= San Jose de Moro =

Archaeological site in Peru

San Jose de Moro is a Moche archaeological site in the Pacanga District, Chepén Province, La Libertad Region, of Northwestern Peru. The site served as a ceremonial funerary complex between the years 400 and 1000 AD.

==Region==
The site of San Jose de Moro is located in a small community along the banks of the Chamán River in the Jequetepeque District valley of Peru. San Jose de Moro lies along the Pan-American Highway between the modern cities of Trujillo and Chiclayo. The site occupies approximately 10 hectares at about 13 meters above sea level
The desert region is sandy and dry in an area of the country that receives almost no rainfall; the arid conditions providing an ideal environment for high preservation of archaeological material. In the region surrounding San Jose de Moro, there are several other archaeological sites of importance including: Cerro Chepen, San Ildefonso, El Algarrobal de Moro, Portachuelo de Charcape, Pacatnamu, and Cerro Catalina.

==Site occupation==

===Middle Moche Period===
The earliest occupation at San Jose de Moro dates to the Middle Moche Period of 400–600 AD. This early period is characterized by boot-shaped tombs and burial offerings consisting of ceramics and metals. The floors during the Middle Moche Period reveal 15 cm in diameter post holes that could have supported temporary structures constructed for visitors during funerary events. Other evidence includes hearths, pots with evidence of cooking, crucible offerings, and domestic pot sherds.

===Late Moche Period===
The following Late Moche Period (600–850 AD) relates to the height of Moche presence in the Jequetepeque valley. During the Late Moche Period large storage containers, or paicas, are found. These containers were used to store the alcoholic beverage chicha, which would have been consumed in large quantities during feasts and burial ceremonies. Evidence of heavy occupation includes: numerous hearths, food remains, reusable pots, and well-worn surfaces. It was also during the Late Moche Period that funerary occupation reached its peak with the presence of pit tombs, boot-shaped tombs, and chamber burials. The construction of the famous tombs of the priestesses of San Jose de Moro also occurred during this time; these powerful women assumed the roles of governors of the valley.

===Transitional Period===
The Transitional Period (850–1000 AD) at San Jose de Moro represents a time of change as the hegemony of the Moche empire waned and the Lambayeque state rose in power in the valley. The absence of centralized power during this transitional period allowed for a greater range of cultural expression as evidenced by the various types of artifact traditions found during this time.

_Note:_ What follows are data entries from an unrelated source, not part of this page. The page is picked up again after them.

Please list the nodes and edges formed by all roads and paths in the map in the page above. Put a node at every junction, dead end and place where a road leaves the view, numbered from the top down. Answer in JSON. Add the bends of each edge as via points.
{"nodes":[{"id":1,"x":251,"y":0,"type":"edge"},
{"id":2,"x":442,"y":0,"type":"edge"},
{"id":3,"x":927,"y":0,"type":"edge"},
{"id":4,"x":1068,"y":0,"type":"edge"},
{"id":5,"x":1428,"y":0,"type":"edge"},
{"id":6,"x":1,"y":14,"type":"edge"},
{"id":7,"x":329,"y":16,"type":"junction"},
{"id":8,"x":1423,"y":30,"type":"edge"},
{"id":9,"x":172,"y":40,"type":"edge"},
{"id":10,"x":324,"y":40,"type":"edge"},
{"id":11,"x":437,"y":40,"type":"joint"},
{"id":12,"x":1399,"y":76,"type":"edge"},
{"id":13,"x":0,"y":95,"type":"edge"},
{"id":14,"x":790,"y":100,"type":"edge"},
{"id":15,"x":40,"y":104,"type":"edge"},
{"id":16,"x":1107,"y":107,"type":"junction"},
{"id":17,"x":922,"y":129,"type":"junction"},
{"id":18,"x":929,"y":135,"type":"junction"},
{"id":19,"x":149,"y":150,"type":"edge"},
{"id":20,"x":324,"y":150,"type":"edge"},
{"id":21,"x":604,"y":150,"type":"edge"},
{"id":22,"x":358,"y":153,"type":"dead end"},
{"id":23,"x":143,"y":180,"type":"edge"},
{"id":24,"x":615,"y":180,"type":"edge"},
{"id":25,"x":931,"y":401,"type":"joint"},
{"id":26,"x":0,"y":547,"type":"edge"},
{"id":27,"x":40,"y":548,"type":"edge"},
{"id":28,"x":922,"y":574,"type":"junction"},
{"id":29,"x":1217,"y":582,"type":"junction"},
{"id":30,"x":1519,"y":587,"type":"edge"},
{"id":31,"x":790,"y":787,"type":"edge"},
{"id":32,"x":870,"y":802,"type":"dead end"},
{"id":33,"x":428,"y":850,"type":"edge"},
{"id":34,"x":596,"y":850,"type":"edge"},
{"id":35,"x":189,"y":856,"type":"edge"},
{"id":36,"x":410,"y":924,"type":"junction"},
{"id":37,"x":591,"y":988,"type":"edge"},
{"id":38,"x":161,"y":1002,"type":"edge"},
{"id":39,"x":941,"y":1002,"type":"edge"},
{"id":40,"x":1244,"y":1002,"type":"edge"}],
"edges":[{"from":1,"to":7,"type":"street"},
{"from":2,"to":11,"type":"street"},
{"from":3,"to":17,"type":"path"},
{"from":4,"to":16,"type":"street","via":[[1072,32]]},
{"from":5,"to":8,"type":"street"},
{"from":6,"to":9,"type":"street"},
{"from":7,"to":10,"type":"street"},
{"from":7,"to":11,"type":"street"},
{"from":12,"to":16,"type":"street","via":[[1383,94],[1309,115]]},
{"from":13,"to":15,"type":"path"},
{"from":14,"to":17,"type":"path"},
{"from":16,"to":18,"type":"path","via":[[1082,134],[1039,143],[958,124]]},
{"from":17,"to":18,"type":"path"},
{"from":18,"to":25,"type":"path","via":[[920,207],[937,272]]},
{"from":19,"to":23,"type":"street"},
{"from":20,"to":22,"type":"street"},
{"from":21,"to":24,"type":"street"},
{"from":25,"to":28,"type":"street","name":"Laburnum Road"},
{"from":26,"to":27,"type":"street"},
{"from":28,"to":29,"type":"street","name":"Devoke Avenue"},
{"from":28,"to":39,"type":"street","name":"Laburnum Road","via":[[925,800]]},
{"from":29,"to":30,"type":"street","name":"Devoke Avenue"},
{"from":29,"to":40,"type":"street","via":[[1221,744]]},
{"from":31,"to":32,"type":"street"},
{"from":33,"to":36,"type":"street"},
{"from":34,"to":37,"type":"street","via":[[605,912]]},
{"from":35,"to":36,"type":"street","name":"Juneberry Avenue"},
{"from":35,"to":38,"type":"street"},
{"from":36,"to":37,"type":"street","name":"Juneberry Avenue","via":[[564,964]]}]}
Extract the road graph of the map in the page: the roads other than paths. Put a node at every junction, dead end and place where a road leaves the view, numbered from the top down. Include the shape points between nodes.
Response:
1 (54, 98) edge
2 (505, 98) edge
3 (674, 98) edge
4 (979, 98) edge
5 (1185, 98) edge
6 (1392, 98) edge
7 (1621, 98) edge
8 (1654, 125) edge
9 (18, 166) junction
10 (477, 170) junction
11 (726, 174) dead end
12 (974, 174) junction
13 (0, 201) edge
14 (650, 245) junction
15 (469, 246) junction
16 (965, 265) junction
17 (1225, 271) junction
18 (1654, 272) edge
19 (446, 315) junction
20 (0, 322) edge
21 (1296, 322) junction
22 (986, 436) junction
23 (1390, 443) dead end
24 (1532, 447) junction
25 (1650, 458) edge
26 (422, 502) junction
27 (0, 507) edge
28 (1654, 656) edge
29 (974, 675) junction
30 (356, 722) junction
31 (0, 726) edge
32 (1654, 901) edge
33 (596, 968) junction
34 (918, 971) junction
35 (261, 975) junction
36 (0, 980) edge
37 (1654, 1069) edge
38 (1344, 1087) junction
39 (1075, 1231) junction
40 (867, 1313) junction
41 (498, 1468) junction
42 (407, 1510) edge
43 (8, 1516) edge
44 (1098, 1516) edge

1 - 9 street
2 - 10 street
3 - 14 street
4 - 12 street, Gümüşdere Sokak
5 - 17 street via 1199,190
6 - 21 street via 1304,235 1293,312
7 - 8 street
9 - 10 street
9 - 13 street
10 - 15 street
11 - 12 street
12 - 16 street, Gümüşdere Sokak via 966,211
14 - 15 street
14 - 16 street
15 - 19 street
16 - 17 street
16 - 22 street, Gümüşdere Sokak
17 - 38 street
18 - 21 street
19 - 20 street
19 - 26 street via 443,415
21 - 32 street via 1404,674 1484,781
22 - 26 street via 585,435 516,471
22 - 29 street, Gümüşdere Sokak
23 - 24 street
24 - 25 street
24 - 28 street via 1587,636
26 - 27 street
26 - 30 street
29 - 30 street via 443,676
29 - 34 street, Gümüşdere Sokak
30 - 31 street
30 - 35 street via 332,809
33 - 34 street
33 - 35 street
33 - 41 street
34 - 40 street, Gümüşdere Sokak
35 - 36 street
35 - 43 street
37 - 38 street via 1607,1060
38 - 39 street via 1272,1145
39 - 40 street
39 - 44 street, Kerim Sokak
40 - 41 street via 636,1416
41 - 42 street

The collapse of the Moche in San Jose de Moro was rather abrupt; nevertheless, the site was continually occupied during the Transitional Period. Relatively large quantities of foreign ceramics appear associated with local burials during the transition, including Wari, Nievería, Atarco, Pativilca, Cajamarca in several phases, and Chachapoyas styles. Later, these traditions coalesced in Lambayeque and Chimú cultures.

===Lambayeque Period===
The final occupation at the site ranges from 1000–1350 AD during the Lambayeque Period. San Jose de Moro declined in importance as a ceremonial funerary center during this time. Despite this, the site continued to hold some prestige and received several burials of importance. This period of less intense occupation shows more burials in the flexed position and containing symbols of the Lambayeque culture.

==Excavations==
Excavations began at San Jose de Moro in 1991 and continue today in a program conducted by Pontificia Universidad Catolica del Peru and headed by archaeologist Luis Jamie Castillo. In 1991, each excavation unit held dimensions of 2m x 2m. In 1996, the unit size increased to 6m x 6m and since the year 2000, units are 10m x 10m in size. The larger unit size allows researchers to have a better understanding of the relationships between adjacent ceremonial and funerary areas. Excavations at the site have yielded three different types of tombs and indications of feasting in the form of large spaces for the production and storage of chicha. Caroline Coolidge an archaeology student revealed example of small-faced unbroken figurine in 2019 in San Jose de Moro. The peculiarity of this 1000 years old figurine dating back to the transition period between Moche and Lambayeque cultures was that there were no other items around it, as it was considered that objects like this used to be buried in graves.

===Tomb types===
The pit tombs at San Jose de Moro are the simplest form of burial. They are long, superficial graves that typically contain one individual with a few burial offerings. Pit tombs appear during later Transitional and Lambayeque occupations of the site with some pit tombs dating back to the Moche period.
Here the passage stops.